## WHAT YOU SHOULD DO
Scan the entries for lines containing the string "dead". Reply with how many there are, and nothing else.

## INFORMATION PROVIDED
---
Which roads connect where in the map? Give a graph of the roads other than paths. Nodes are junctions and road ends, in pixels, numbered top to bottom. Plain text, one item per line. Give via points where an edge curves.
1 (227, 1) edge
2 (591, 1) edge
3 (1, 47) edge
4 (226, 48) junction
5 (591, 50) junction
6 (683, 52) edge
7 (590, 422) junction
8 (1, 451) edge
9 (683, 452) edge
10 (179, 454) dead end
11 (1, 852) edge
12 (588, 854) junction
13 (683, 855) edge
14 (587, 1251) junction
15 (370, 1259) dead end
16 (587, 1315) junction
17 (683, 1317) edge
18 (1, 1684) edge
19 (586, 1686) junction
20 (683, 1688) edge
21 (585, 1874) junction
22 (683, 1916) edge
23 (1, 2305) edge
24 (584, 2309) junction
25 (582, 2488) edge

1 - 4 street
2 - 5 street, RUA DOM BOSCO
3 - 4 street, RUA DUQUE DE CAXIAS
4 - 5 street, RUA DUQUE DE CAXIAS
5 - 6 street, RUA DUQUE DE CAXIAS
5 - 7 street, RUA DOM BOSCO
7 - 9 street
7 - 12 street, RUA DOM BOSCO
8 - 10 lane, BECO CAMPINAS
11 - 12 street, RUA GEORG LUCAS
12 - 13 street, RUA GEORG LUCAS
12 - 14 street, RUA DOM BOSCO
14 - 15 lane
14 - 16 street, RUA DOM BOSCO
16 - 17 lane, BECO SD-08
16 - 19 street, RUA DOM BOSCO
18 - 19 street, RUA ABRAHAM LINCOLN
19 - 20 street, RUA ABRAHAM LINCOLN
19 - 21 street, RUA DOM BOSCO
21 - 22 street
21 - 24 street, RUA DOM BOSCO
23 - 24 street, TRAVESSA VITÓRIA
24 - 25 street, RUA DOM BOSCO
---
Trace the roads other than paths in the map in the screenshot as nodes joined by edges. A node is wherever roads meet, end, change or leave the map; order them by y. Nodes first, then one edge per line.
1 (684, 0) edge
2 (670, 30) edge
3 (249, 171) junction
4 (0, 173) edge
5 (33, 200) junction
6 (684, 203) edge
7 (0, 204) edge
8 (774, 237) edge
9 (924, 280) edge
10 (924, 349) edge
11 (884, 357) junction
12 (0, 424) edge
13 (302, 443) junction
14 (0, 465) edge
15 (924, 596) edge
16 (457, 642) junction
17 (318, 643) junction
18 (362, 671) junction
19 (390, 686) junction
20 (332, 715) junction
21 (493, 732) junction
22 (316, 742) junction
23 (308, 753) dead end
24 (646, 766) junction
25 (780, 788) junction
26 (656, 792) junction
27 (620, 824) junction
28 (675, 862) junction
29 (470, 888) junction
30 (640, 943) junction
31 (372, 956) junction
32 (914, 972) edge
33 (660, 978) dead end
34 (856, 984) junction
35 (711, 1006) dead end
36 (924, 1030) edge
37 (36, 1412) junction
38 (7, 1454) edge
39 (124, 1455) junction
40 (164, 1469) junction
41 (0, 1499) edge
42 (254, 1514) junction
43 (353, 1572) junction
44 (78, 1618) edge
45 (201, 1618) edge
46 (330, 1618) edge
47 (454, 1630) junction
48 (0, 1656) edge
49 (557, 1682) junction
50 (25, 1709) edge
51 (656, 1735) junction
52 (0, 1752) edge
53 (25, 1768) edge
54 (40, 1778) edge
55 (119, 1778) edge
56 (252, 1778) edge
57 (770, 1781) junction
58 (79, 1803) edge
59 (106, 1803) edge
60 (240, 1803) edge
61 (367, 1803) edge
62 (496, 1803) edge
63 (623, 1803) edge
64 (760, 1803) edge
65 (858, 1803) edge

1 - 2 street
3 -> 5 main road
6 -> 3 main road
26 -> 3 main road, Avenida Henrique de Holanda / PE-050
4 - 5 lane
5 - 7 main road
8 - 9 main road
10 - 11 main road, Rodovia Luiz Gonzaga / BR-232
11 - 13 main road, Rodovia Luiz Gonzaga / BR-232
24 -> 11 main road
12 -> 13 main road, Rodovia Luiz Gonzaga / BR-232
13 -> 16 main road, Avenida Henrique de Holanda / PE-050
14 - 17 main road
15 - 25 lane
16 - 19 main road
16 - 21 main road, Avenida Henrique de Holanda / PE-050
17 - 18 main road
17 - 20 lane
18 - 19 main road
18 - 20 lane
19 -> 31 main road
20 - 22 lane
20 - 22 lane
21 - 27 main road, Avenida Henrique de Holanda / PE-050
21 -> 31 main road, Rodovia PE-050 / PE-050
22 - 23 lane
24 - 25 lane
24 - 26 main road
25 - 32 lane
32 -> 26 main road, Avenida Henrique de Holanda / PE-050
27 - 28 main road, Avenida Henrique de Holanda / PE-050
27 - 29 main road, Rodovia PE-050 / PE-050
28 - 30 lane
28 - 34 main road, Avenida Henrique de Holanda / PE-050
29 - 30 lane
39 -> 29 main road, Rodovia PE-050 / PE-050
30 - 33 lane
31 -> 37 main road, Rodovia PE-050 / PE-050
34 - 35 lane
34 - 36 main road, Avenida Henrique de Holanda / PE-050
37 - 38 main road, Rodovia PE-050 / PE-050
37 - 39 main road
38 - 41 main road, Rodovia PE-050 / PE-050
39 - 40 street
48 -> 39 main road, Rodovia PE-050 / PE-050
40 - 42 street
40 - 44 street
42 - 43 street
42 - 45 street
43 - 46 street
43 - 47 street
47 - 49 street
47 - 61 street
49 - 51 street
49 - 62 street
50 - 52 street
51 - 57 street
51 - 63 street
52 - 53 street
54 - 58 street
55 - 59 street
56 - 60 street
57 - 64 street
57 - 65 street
---
## TASK ANSWER
5